#### REQUIREMENT:
Leaving the pictures aside, repeat every line below exactly.

══ THE INPUT

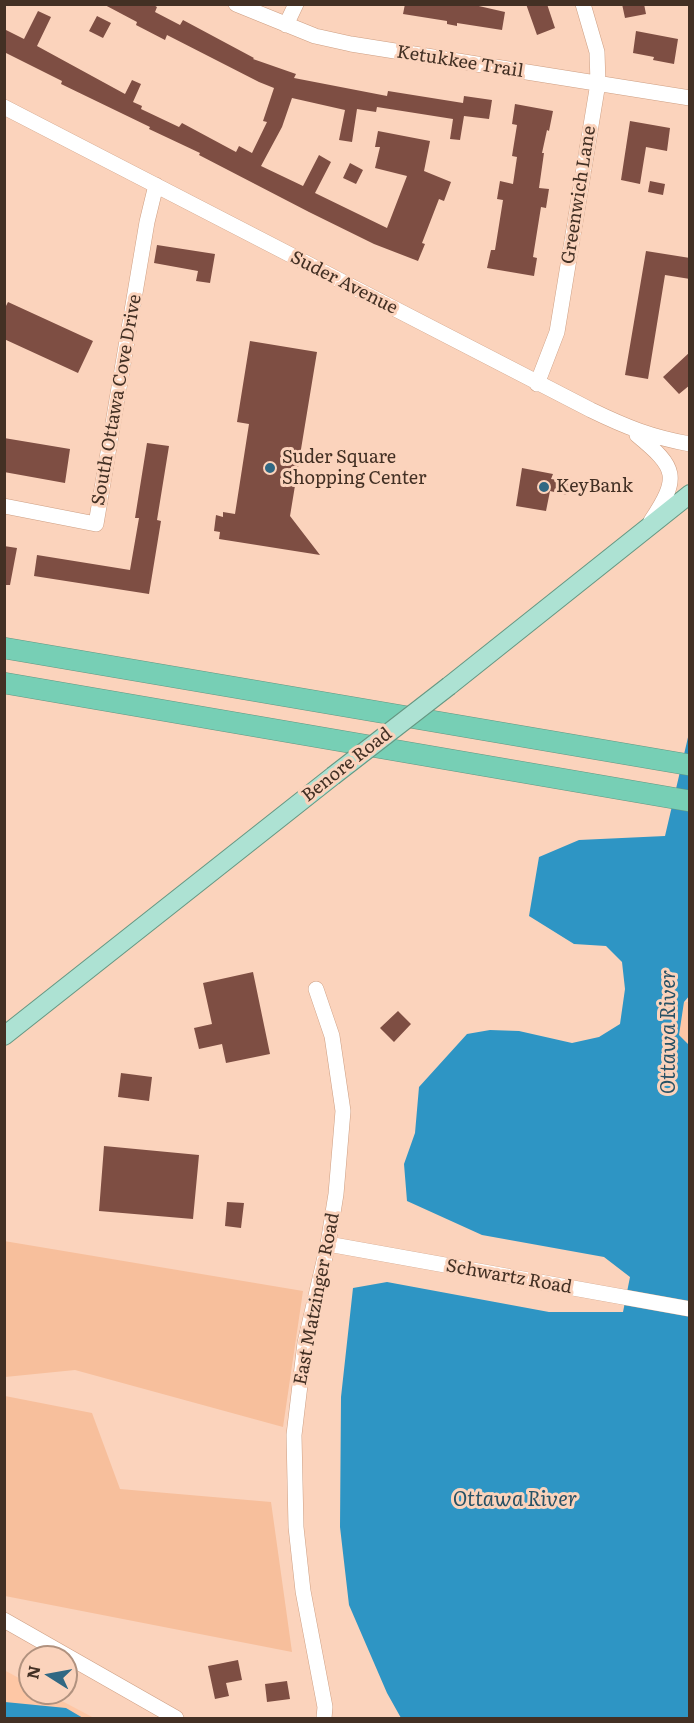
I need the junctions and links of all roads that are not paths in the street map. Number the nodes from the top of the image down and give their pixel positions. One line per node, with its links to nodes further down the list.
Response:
1 (236, 4): 4 (street, Ketukkee Trail)
2 (296, 4): 4 (street)
3 (583, 4): 5 (street, Greenwich Lane)
4 (286, 25): 5 (street, Ketukkee Trail)
5 (598, 83): 6 (street, Ketukkee Trail); 9 (street, Greenwich Lane)
6 (690, 98)
7 (4, 107): 8 (street, Suder Avenue)
8 (156, 185): 9 (street, Suder Avenue); 14 (street, South Ottawa Cove Drive)
9 (537, 384): 10 (street, Suder Avenue)
10 (630, 429): 11 (street, Suder Avenue); 16 (street)
11 (690, 444)
12 (690, 494): 15 (main road, Benore Road)
13 (690, 503): 15 (main road)
14 (4, 506)
15 (668, 511): 16 (main road, Benore Road)
16 (646, 529): 22 (main road, Benore Road, bridge)
17 (4, 648): 19 (highway)
18 (4, 684): 20 (highway)
19 (680, 763)
20 (690, 801)
21 (315, 989): 23 (street, East Matzinger Road)
22 (4, 1036)
23 (328, 1244): 24 (street, Schwartz Road); 27 (street, East Matzinger Road)
24 (690, 1309)
25 (4, 1620): 26 (street)
26 (176, 1719)
27 (324, 1719)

════

#### OUTPUT BELOW:
I need the junctions and links of all roads that are not paths in the street map. Number the nodes from the top of the image down and give their pixel positions. One line per node, with its links to nodes further down the list.
Response:
1 (236, 4): 4 (street, Ketukkee Trail)
2 (296, 4): 4 (street)
3 (583, 4): 5 (street, Greenwich Lane)
4 (286, 25): 5 (street, Ketukkee Trail)
5 (598, 83): 6 (street, Ketukkee Trail); 9 (street, Greenwich Lane)
6 (690, 98)
7 (4, 107): 8 (street, Suder Avenue)
8 (156, 185): 9 (street, Suder Avenue); 14 (street, South Ottawa Cove Drive)
9 (537, 384): 10 (street, Suder Avenue)
10 (630, 429): 11 (street, Suder Avenue); 16 (street)
11 (690, 444)
12 (690, 494): 15 (main road, Benore Road)
13 (690, 503): 15 (main road)
14 (4, 506)
15 (668, 511): 16 (main road, Benore Road)
16 (646, 529): 22 (main road, Benore Road, bridge)
17 (4, 648): 19 (highway)
18 (4, 684): 20 (highway)
19 (680, 763)
20 (690, 801)
21 (315, 989): 23 (street, East Matzinger Road)
22 (4, 1036)
23 (328, 1244): 24 (street, Schwartz Road); 27 (street, East Matzinger Road)
24 (690, 1309)
25 (4, 1620): 26 (street)
26 (176, 1719)
27 (324, 1719)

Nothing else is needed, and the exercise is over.